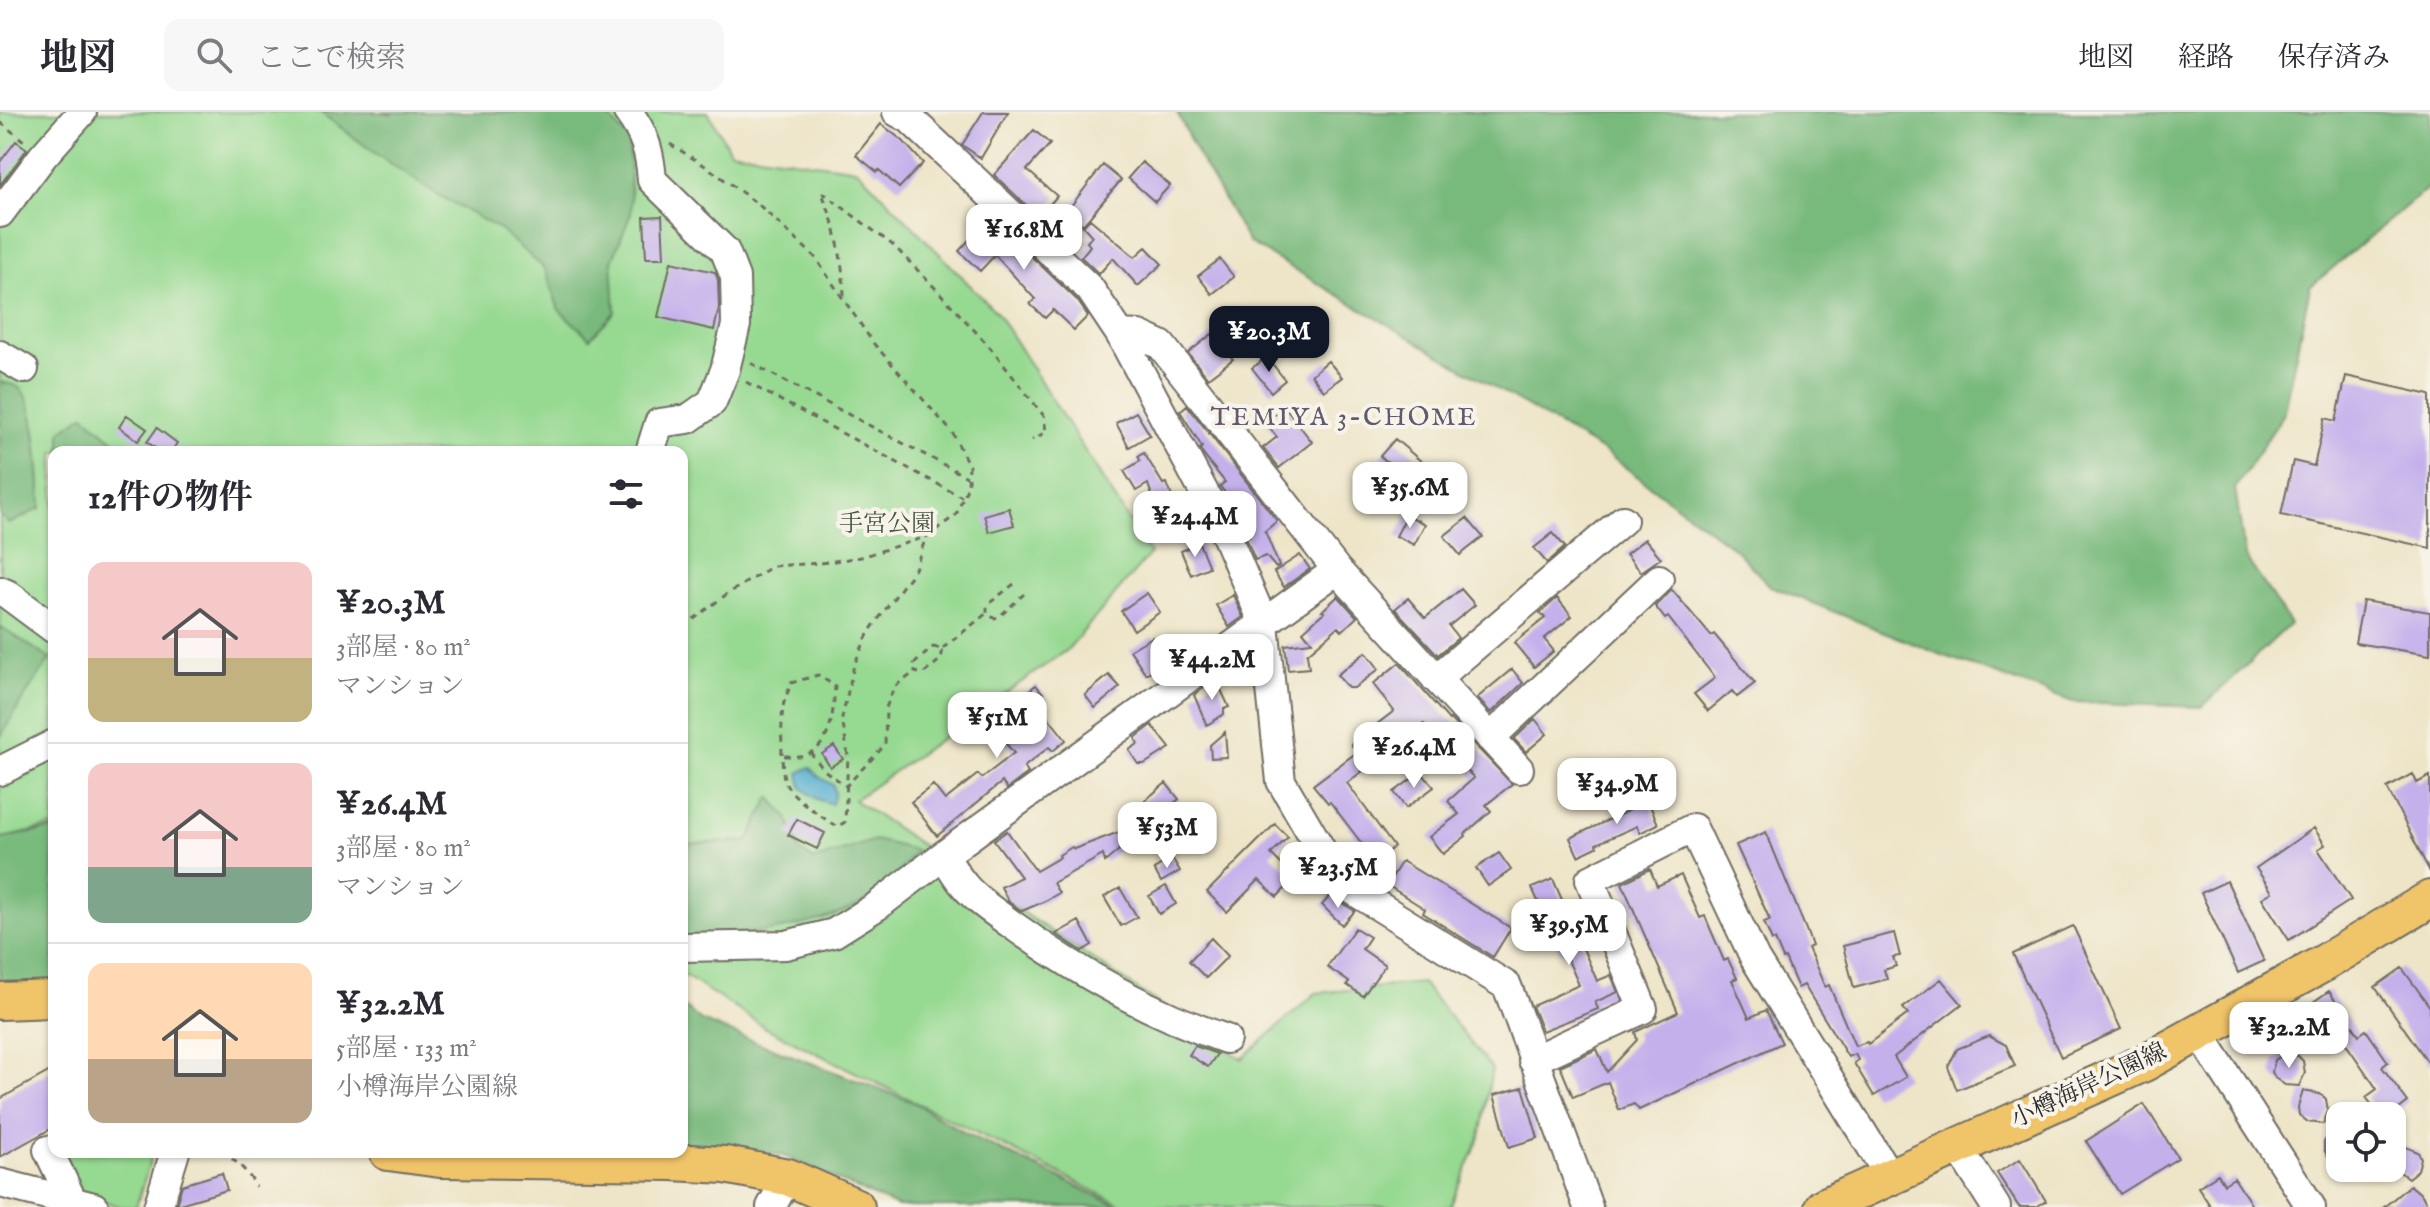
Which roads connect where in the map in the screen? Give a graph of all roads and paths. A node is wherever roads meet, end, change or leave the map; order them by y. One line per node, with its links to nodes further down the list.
1 (82, 112): 5 (street)
2 (897, 112): 8 (street)
3 (629, 113): 7 (path); 9 (street)
4 (0, 122): 5 (path)
5 (43, 156): 6 (street)
6 (0, 213)
7 (844, 299): 10 (path); 12 (path)
8 (1120, 334): 16 (street); 24 (street)
9 (728, 361): 11 (street); 12 (path); 13 (path)
10 (1032, 440)
11 (652, 446)
12 (968, 478): 13 (path)
13 (964, 497): 15 (path)
14 (1623, 520): 27 (street)
15 (926, 537): 23 (path); 29 (path)
16 (1337, 570): 24 (street); 27 (street)
17 (1659, 579): 30 (street)
18 (1014, 584): 21 (path)
19 (0, 591): 22 (street)
20 (1024, 594): 21 (path)
21 (987, 613): 25 (path)
22 (47, 615)
23 (688, 623)
24 (1264, 624): 37 (street); 44 (street)
25 (943, 649): 26 (path); 26 (path)
26 (915, 672): 36 (path)
27 (1436, 679): 30 (street)
28 (833, 716): 29 (path); 32 (path); 33 (path)
29 (842, 718): 36 (path)
30 (1490, 738): 34 (street)
31 (48, 747): 35 (street)
32 (810, 752): 33 (path); 36 (path)
33 (784, 756): 36 (path)
34 (1519, 769)
35 (0, 771)
36 (846, 786)
37 (944, 855): 39 (street); 43 (street)
38 (2430, 899): 42 (main road, 小樽海岸公園線)
39 (688, 947)
40 (48, 998): 41 (main road)
41 (0, 1001)
42 (2199, 1033): 45 (main road, 小樽海岸公園線); 60 (street)
43 (1226, 1039)
44 (1533, 1060): 50 (street); 57 (street)
45 (1958, 1147): 50 (main road, 小樽海岸公園線); 59 (street)
46 (53, 1158): 54 (street)
47 (173, 1158): 55 (street)
48 (231, 1158): 52 (path)
49 (433, 1158): 53 (main road)
50 (1890, 1177): 58 (main road, 小樽海岸公園線)
51 (0, 1183): 54 (street)
52 (256, 1187)
53 (780, 1192): 56 (main road)
54 (84, 1205)
55 (158, 1207)
56 (856, 1207)
57 (1588, 1207)
58 (1823, 1207)
59 (1996, 1207)
60 (2311, 1207)

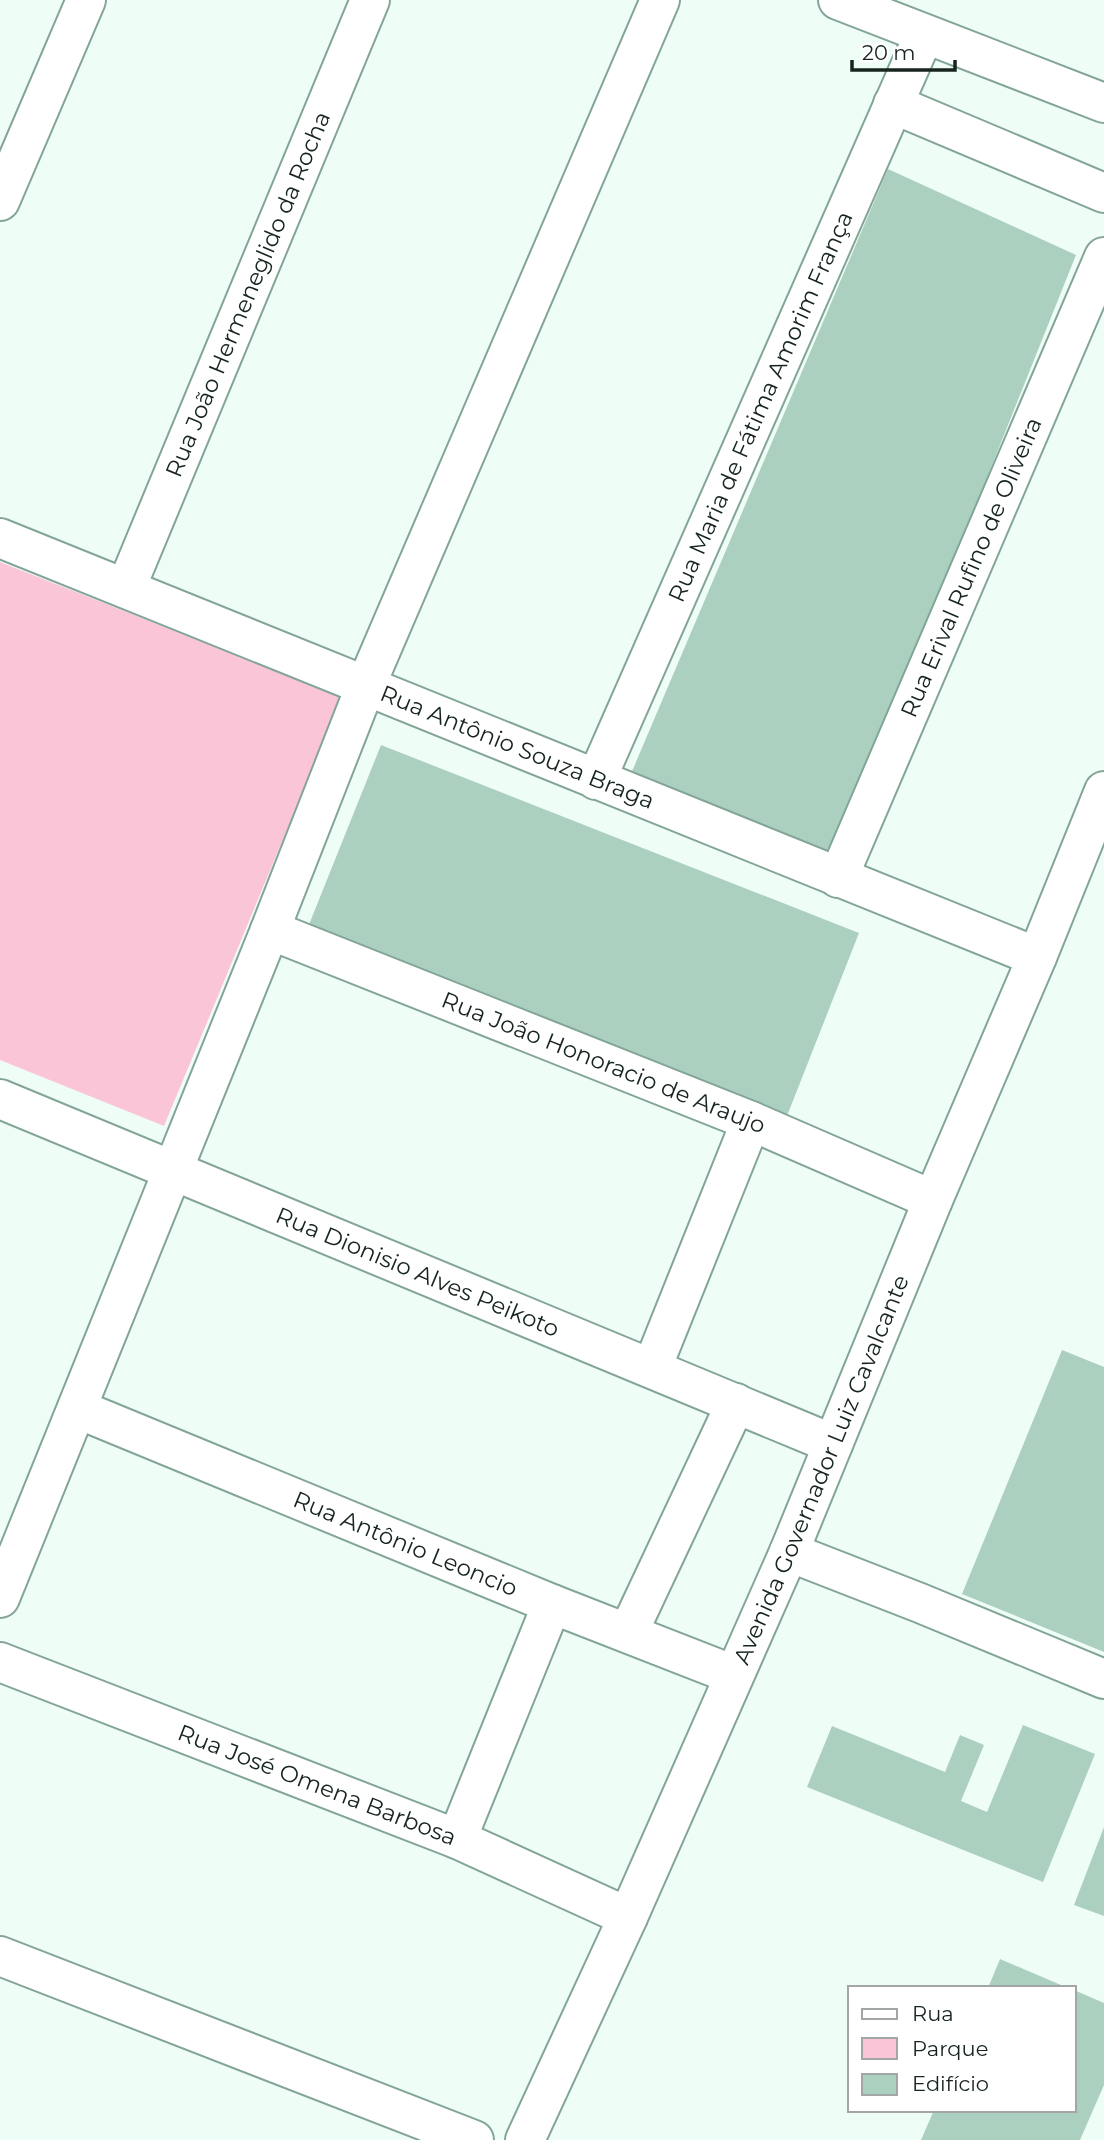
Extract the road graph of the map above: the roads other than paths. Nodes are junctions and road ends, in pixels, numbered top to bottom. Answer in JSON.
{"nodes":[{"id":1,"x":370,"y":0,"type":"edge"},
{"id":2,"x":838,"y":0,"type":"edge"},
{"id":3,"x":73,"y":4,"type":"edge"},
{"id":4,"x":648,"y":4,"type":"edge"},
{"id":5,"x":924,"y":35,"type":"junction"},
{"id":6,"x":1104,"y":103,"type":"edge"},
{"id":7,"x":893,"y":104,"type":"junction"},
{"id":8,"x":1104,"y":193,"type":"edge"},
{"id":9,"x":0,"y":201,"type":"edge"},
{"id":10,"x":1104,"y":257,"type":"edge"},
{"id":11,"x":0,"y":538,"type":"edge"},
{"id":12,"x":126,"y":588,"type":"junction"},
{"id":13,"x":366,"y":685,"type":"junction"},
{"id":14,"x":596,"y":780,"type":"junction"},
{"id":15,"x":1104,"y":791,"type":"edge"},
{"id":16,"x":838,"y":878,"type":"junction"},
{"id":17,"x":270,"y":930,"type":"junction"},
{"id":18,"x":1037,"y":957,"type":"junction"},
{"id":19,"x":0,"y":1099,"type":"edge"},
{"id":20,"x":751,"y":1121,"type":"junction"},
{"id":21,"x":172,"y":1171,"type":"junction"},
{"id":22,"x":933,"y":1200,"type":"junction"},
{"id":23,"x":652,"y":1368,"type":"junction"},
{"id":24,"x":736,"y":1403,"type":"junction"},
{"id":25,"x":78,"y":1409,"type":"junction"},
{"id":26,"x":833,"y":1444,"type":"junction"},
{"id":27,"x":789,"y":1552,"type":"junction"},
{"id":28,"x":0,"y":1598,"type":"edge"},
{"id":29,"x":552,"y":1604,"type":"junction"},
{"id":30,"x":628,"y":1633,"type":"junction"},
{"id":31,"x":0,"y":1662,"type":"edge"},
{"id":32,"x":734,"y":1675,"type":"junction"},
{"id":33,"x":1104,"y":1679,"type":"edge"},
{"id":34,"x":457,"y":1839,"type":"junction"},
{"id":35,"x":628,"y":1917,"type":"junction"},
{"id":36,"x":0,"y":1956,"type":"edge"},
{"id":37,"x":474,"y":2140,"type":"edge"},
{"id":38,"x":525,"y":2140,"type":"edge"}],
"edges":[{"from":1,"to":12,"type":"street","name":"Rua João Hermeneglido da Rocha"},
{"from":2,"to":5,"type":"street"},
{"from":3,"to":9,"type":"street"},
{"from":4,"to":13,"type":"street"},
{"from":5,"to":6,"type":"street"},
{"from":5,"to":7,"type":"street","name":"Rua Maria de Fátima Amorim França"},
{"from":7,"to":8,"type":"street"},
{"from":7,"to":14,"type":"street","name":"Rua Maria de Fátima Amorim França"},
{"from":10,"to":16,"type":"street","name":"Rua Erival Rufino de Oliveira"},
{"from":11,"to":12,"type":"street","name":"Rua Antônio Souza Braga"},
{"from":12,"to":13,"type":"street","name":"Rua Antônio Souza Braga"},
{"from":13,"to":14,"type":"street","name":"Rua Antônio Souza Braga"},
{"from":13,"to":17,"type":"street"},
{"from":14,"to":16,"type":"street","name":"Rua Antônio Souza Braga"},
{"from":15,"to":18,"type":"street","name":"Avenida Governador Luiz Cavalcante"},
{"from":16,"to":18,"type":"street","name":"Rua Antônio Souza Braga"},
{"from":17,"to":20,"type":"street","name":"Rua João Honoracio de Araujo"},
{"from":17,"to":21,"type":"street"},
{"from":18,"to":22,"type":"street","name":"Avenida Governador Luiz Cavalcante"},
{"from":19,"to":21,"type":"street","name":"Rua Dionisio Alves Peikoto"},
{"from":20,"to":22,"type":"street","name":"Rua João Honoracio de Araujo"},
{"from":20,"to":23,"type":"street"},
{"from":21,"to":23,"type":"street","name":"Rua Dionisio Alves Peikoto"},
{"from":21,"to":25,"type":"street"},
{"from":22,"to":26,"type":"street","name":"Avenida Governador Luiz Cavalcante"},
{"from":23,"to":24,"type":"street","name":"Rua Dionisio Alves Peikoto"},
{"from":24,"to":26,"type":"street","name":"Rua Dionisio Alves Peikoto"},
{"from":24,"to":30,"type":"street"},
{"from":25,"to":28,"type":"street"},
{"from":25,"to":29,"type":"street","name":"Rua Antônio Leoncio"},
{"from":26,"to":27,"type":"street","name":"Avenida Governador Luiz Cavalcante"},
{"from":27,"to":32,"type":"street","name":"Avenida Governador Luiz Cavalcante"},
{"from":27,"to":33,"type":"street"},
{"from":29,"to":30,"type":"street","name":"Rua Antônio Leoncio"},
{"from":29,"to":34,"type":"street"},
{"from":30,"to":32,"type":"street","name":"Rua Antônio Leoncio"},
{"from":31,"to":34,"type":"street","name":"Rua José Omena Barbosa"},
{"from":32,"to":35,"type":"street","name":"Avenida Governador Luiz Cavalcante"},
{"from":34,"to":35,"type":"street","name":"Rua José Omena Barbosa"},
{"from":35,"to":38,"type":"street","name":"Avenida Governador Luiz Cavalcante"},
{"from":36,"to":37,"type":"street"}]}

● ● ● ● ● ● ●

:: ABOUT THIS EXERCISE ::
Your task is to copy each line of the listing that holds the word "Fátima".

:: OUTPUT ::
{"from":5,"to":7,"type":"street","name":"Rua Maria de Fátima Amorim França"},
{"from":7,"to":14,"type":"street","name":"Rua Maria de Fátima Amorim França"},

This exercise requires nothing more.